引用した日経新聞の記事にもあるように、日本、米国、欧州(ユーロ圏)とも、今年よりも来年に経済が減速するものの、大きな景気後退には陥らない、とのメインシナリオになっています。もちろん、米国の住宅動向や原油価格などのリスクファクターは依然としてあり、楽観は禁物でしょう。さらに、日本については世界経済の減速からデフレに逆戻りするリスクを排除できない、との厳しい見方をしているようです。
確かに、このところ、需要面では家計消費で弱い数字が出ましたし、供給面からも機械受注統計が大幅に下落したりしています。波及するラグを考慮するとまだ早いと思うんですが、日銀が量的緩和を解除し、オーバーナイトコールを25ベーシス引き上げた金融政策変更の効果がこれから出て来るでしょうから、今年後半から来年前半にかけて、日本経済はゆっくりと下降線をたどることになりそうです。
少し前の9月8日のエントリーで、消費者物価の下方改定からデフレ脱却宣言が先送りされたことを紹介しましたが、私は現時点ではGDPのデフレギャップは解消されており、日本経済はデフレから脱却しつつあると考えています。ただし、注意が必要なのは、IMF世界経済見通しも指摘しているように、デフレに後戻りするリスクがある限り、政府としてはデフレ脱却宣言が出来ないということです。とても単純な例えなんですが、水面下で溺れている人がいて、一瞬だけ顔を水面上に出したとしても、それだけで溺れていない状態になったとはいえないわけです。一瞬だけ水面上に顔を出して息をついたとしても溺れている状態に変わりはないわけで、しっかりと救命具か何かにつかまって、溺れている状態を脱しないことには安心できないわけです。日本経済もそれに似た状態で、水面上で一息ついたとしても溺れている状態に変わりはないんですから、もっとしっかりとデフレを脱却して、デフレに後戻りするリスクを払拭しないと、政府はデフレ脱却宣言が出来ないと考えられます。

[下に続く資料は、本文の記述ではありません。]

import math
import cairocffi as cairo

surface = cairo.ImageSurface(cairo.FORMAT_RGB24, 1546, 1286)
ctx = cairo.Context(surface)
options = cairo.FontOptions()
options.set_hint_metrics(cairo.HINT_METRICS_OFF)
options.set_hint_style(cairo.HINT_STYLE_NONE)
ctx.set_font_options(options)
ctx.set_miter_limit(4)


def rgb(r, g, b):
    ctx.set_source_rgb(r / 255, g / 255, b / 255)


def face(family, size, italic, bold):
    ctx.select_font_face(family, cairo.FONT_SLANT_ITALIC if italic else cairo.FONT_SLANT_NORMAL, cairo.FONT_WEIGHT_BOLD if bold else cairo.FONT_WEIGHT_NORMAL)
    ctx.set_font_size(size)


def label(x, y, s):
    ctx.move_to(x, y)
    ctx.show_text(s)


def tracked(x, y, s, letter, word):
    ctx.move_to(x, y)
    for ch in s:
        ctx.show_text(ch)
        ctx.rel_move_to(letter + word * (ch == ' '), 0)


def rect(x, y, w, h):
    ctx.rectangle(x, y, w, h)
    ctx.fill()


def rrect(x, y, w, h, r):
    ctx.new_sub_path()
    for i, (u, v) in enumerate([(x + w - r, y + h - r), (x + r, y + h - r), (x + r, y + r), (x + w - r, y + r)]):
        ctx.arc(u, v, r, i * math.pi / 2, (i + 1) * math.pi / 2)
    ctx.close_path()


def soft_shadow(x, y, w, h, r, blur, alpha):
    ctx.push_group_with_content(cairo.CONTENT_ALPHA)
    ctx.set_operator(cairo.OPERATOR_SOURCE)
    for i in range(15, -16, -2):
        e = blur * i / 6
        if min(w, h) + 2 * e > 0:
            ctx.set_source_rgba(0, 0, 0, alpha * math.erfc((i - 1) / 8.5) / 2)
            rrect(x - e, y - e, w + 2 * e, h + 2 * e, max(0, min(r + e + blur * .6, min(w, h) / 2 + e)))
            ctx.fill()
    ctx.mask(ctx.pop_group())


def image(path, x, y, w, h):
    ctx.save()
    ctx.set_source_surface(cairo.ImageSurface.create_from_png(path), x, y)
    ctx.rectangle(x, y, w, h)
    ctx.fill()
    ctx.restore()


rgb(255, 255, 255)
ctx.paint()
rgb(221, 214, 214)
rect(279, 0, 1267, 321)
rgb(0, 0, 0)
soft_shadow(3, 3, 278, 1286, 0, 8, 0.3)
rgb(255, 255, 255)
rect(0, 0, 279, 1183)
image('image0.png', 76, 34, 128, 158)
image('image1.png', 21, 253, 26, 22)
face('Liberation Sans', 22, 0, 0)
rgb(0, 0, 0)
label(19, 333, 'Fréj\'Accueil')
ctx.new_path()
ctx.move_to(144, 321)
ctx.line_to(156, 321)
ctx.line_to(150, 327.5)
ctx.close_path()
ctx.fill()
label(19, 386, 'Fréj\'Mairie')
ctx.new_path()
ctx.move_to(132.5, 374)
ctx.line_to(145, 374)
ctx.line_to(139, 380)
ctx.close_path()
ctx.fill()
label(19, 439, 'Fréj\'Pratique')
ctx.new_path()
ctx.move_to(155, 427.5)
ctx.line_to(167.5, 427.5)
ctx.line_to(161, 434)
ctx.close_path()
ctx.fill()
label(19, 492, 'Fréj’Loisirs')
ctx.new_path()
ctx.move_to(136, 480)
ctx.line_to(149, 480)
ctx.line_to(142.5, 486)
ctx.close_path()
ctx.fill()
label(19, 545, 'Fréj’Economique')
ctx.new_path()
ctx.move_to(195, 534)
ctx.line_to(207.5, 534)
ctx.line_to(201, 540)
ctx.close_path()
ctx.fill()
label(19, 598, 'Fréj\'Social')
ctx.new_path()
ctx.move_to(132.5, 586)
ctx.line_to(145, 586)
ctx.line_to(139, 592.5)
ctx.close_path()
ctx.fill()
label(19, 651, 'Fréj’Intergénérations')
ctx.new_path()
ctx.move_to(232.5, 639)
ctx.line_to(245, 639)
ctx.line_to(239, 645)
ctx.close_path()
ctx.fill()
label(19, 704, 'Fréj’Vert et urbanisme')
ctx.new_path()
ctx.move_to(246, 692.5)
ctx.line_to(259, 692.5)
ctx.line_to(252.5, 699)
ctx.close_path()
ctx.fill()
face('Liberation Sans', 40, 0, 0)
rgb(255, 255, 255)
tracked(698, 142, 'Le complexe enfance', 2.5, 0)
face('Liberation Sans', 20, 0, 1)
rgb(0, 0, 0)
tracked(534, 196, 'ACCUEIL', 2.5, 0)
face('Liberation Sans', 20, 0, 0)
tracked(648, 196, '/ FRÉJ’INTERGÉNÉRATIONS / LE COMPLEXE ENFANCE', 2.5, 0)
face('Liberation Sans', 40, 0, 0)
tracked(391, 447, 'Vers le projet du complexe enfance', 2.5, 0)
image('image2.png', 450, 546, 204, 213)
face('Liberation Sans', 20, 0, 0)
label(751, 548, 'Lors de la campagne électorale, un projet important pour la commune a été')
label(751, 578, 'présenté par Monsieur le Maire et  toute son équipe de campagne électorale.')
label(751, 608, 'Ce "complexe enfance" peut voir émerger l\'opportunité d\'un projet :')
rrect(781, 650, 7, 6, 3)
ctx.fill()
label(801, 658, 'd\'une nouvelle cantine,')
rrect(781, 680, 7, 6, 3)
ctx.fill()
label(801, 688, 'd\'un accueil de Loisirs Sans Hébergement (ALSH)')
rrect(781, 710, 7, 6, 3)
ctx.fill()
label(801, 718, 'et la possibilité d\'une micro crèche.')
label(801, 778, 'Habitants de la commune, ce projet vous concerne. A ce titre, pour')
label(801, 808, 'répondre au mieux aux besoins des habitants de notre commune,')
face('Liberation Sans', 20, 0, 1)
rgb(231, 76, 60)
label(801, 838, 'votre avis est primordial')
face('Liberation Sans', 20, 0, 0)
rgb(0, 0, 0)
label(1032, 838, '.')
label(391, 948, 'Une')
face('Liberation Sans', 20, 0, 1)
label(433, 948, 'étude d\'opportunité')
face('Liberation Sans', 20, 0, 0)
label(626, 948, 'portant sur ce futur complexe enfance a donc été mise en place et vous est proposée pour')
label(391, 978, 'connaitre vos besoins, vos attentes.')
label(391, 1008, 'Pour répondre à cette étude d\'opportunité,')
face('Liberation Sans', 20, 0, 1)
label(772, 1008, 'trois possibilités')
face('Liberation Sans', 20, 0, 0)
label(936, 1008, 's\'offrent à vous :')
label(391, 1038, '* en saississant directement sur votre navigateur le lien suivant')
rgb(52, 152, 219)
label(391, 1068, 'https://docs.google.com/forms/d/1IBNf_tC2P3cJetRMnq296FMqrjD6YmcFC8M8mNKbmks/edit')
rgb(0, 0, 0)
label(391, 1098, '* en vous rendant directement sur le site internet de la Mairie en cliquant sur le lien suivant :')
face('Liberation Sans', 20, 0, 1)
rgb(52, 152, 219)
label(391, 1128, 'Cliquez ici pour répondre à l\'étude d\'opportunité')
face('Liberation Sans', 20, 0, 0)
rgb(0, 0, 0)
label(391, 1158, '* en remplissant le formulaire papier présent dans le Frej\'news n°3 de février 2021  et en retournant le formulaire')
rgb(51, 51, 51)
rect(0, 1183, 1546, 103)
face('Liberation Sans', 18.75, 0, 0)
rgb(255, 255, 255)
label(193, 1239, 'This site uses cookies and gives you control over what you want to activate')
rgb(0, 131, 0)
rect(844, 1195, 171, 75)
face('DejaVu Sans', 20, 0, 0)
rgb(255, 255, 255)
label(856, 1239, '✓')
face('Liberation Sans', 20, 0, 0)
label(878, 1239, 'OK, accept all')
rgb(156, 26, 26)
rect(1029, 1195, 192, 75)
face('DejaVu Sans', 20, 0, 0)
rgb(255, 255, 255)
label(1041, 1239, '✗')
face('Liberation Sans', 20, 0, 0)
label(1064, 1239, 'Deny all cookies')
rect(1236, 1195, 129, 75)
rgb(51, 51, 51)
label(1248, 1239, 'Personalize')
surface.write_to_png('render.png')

このため、先週、日銀で開催された金融政策決定会合の後の福井総裁の記者会見でも、何度も、金利引上げはゆっくりと進めるとの発言がありましたし、今回のIMFの世界経済見通しでも同じことが指摘されています。このあたりは政府と日銀とIMFとでコンセンサスが出来上がっているような気がします。もっとも、基本的な文言は同じでも、深いところの理解まで含めてコンセンサスがあるかどうかは不明です。もちろん、これからの経済情勢の変化にもよります。
この11月にいざなぎ景気を超えて景気拡大期間を更新したとしても、政府と日銀による経済政策の舵取りが難しい局面に差しかかって来ている気がします。